Cluster Analysis of Binary Data
Introduction
Cluster analysis is the statistical problem of classifying data in groups according to similarity. For example, birds can be classified in flocks depending on their physical position, and how close they are to one another. There are multiple ways to classify the data and to decide how many clusters should be identified. Choosing one classification over another can be a difficult problem. In this article, we compare cluster analysis techniques for data that is binary.
Cluster analysis is a common technique for exploratory data analysis, and is used in fields like pattern recognition, machine learning, and bioinformatics. The algorithms aim to be versatile, suitable for any data type. In this article, we are going to show that not all algorithms are suitable to classify a given dataset, and demonstrate how building a simulated dataset can be helpful for choosing an appropriate algorithm.
We identified more than a dozen cluster analysis functions by different contributors to the R statistical language. This article does not aim to be a thorough description or comparison of those functions, and instead focuses on showing the construction of the simulated dataset and the results of as many of those functions as possible.
The simulation generated 3 clusters of approximately 333 points each; the resulting dataset had 1000 points defined in a space of 20 binary dimensions.
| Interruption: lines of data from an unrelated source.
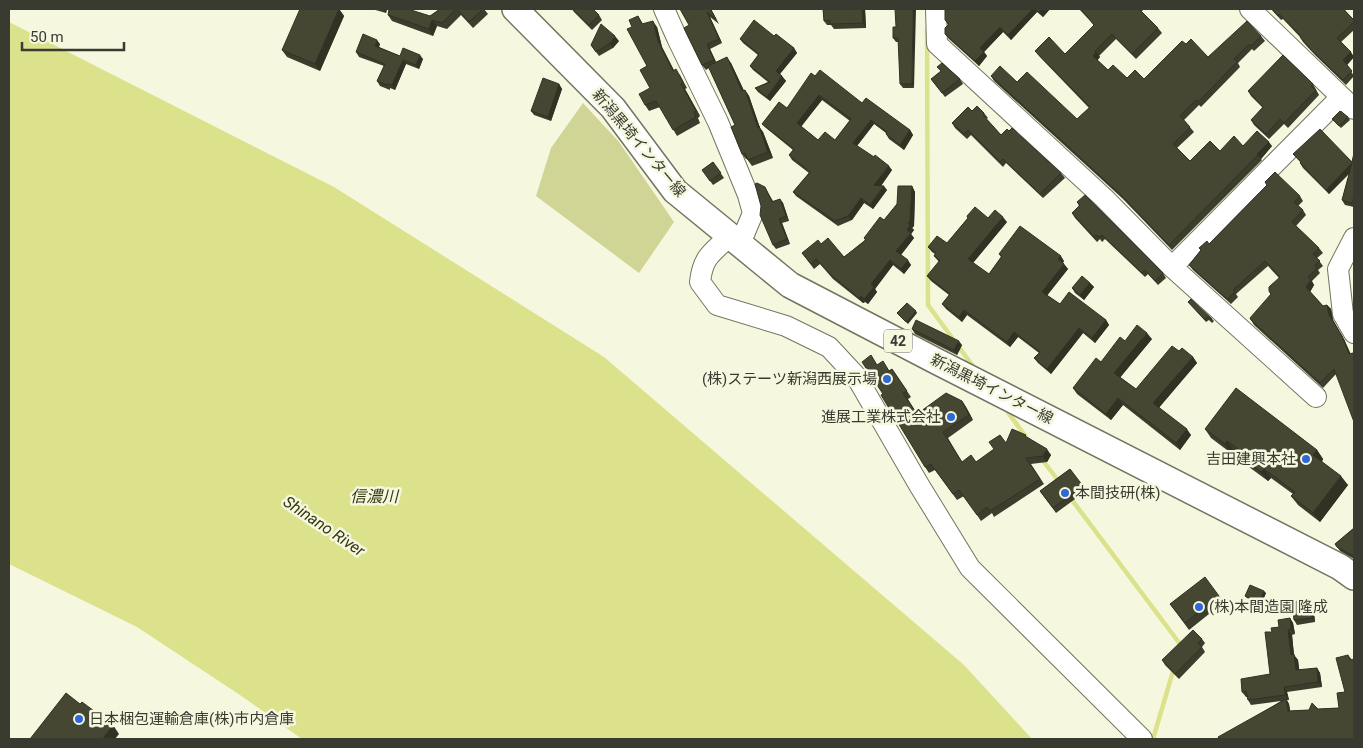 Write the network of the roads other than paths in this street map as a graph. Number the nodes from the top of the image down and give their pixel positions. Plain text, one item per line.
1 (516, 9) edge
2 (664, 9) edge
3 (936, 9) edge
4 (1250, 9) edge
5 (1347, 103) edge
6 (1354, 238) edge
7 (735, 240) junction
8 (1172, 267) junction
9 (1354, 333) edge
10 (1316, 396) dead end
11 (1354, 576) edge
12 (1142, 739) edge

1 - 7 main road, 新潟黒埼インター線 / 42
2 - 7 street
3 - 8 street
4 - 5 street
5 - 8 street
6 - 9 street
7 - 11 main road, 新潟黒埼インター線 / 42
7 - 12 street
8 - 10 street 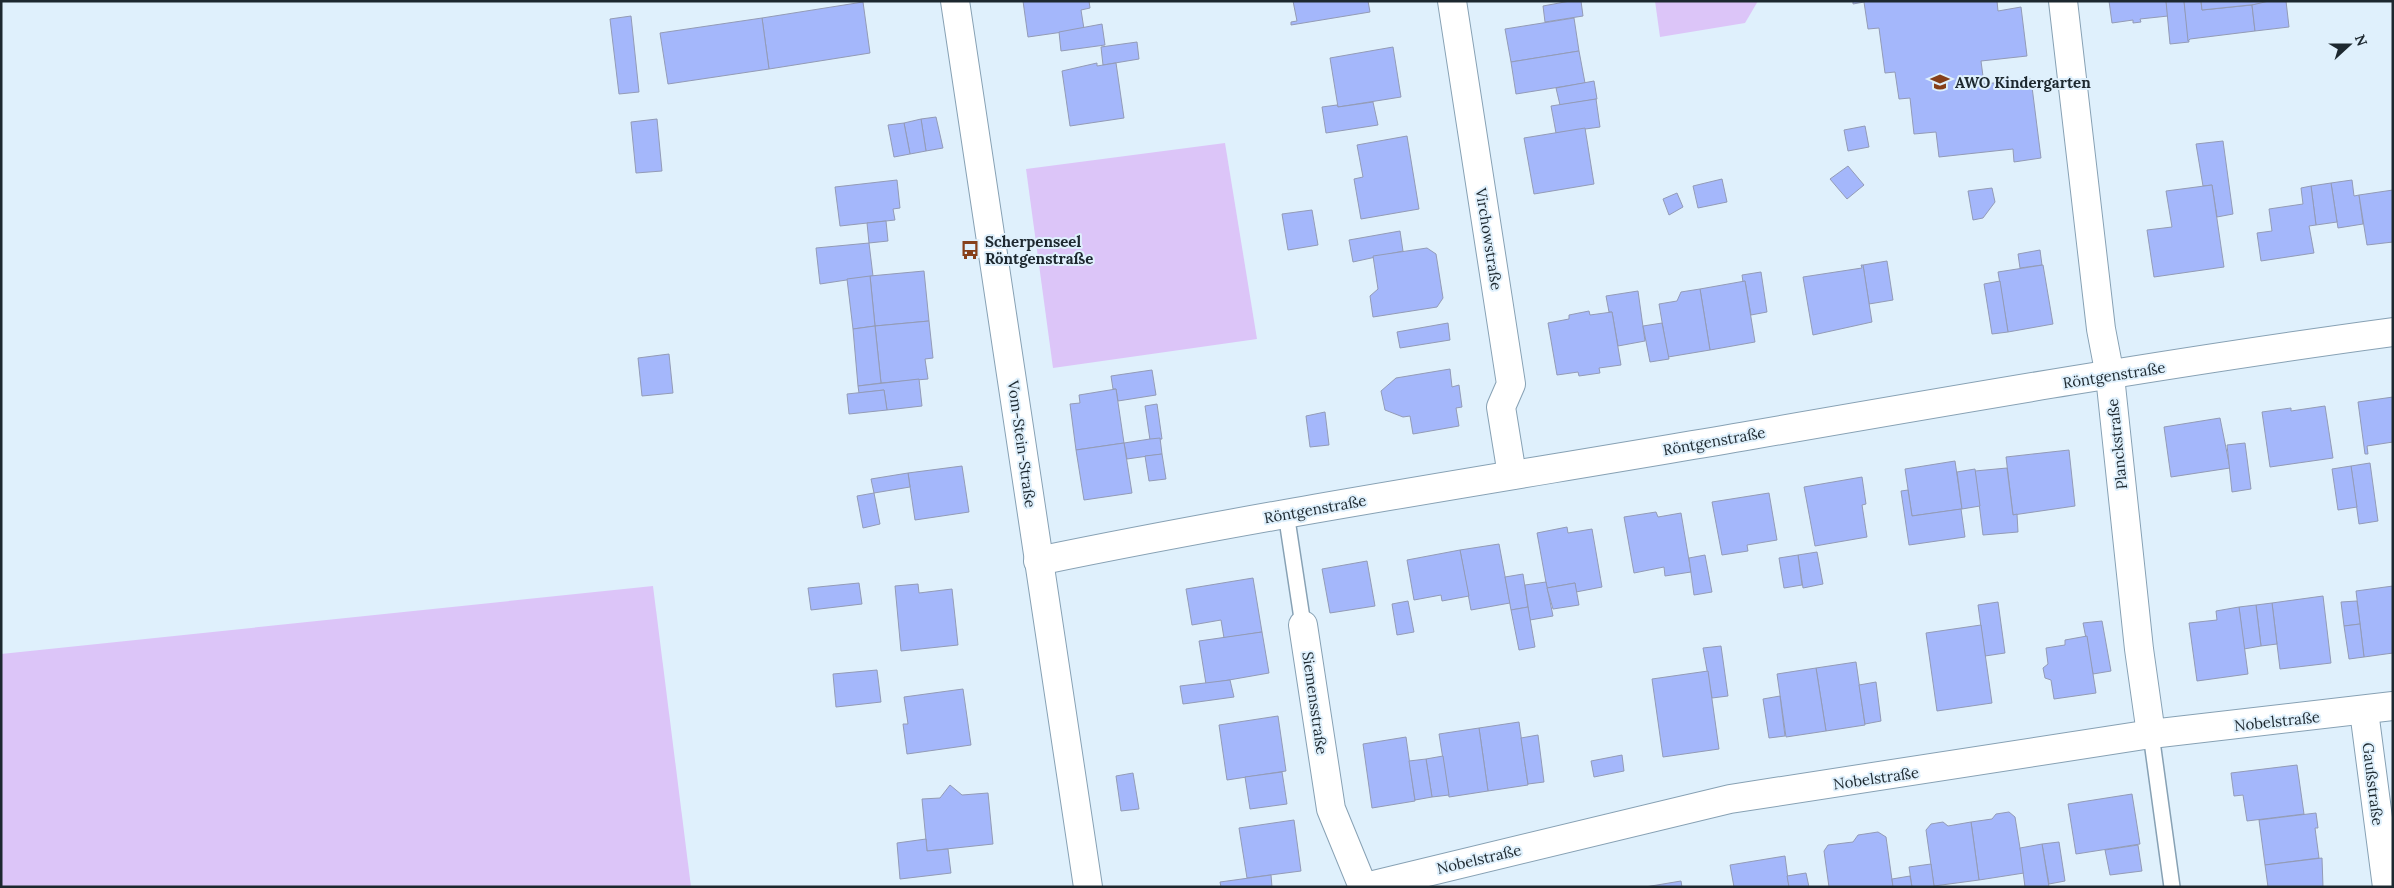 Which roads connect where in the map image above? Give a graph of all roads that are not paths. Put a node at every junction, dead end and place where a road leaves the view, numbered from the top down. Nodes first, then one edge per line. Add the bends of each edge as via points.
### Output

Then, the R functions for cluster analysis were run. Some algorithms such as agnes
required us to specify the number of clusters; other algorithms such as ekmeans
were able to determine the number of clusters by themselves. We also found that most algorithms like agnes
and ekmeans
classified the dataset into appropriately-sized clusters, while other algorithms such as dbscan
and hc
produced a wrong number of clusters or the wrong sizes. Finally, some of the algorithms were not easy to process and interpret, because appropriate statistical or graphical tools for analysis do not exists. That is the case of mona
, an algorithm designed to work with binary variables only. We had to use some guesswork to determine the size of the clusters, and still got them wrong.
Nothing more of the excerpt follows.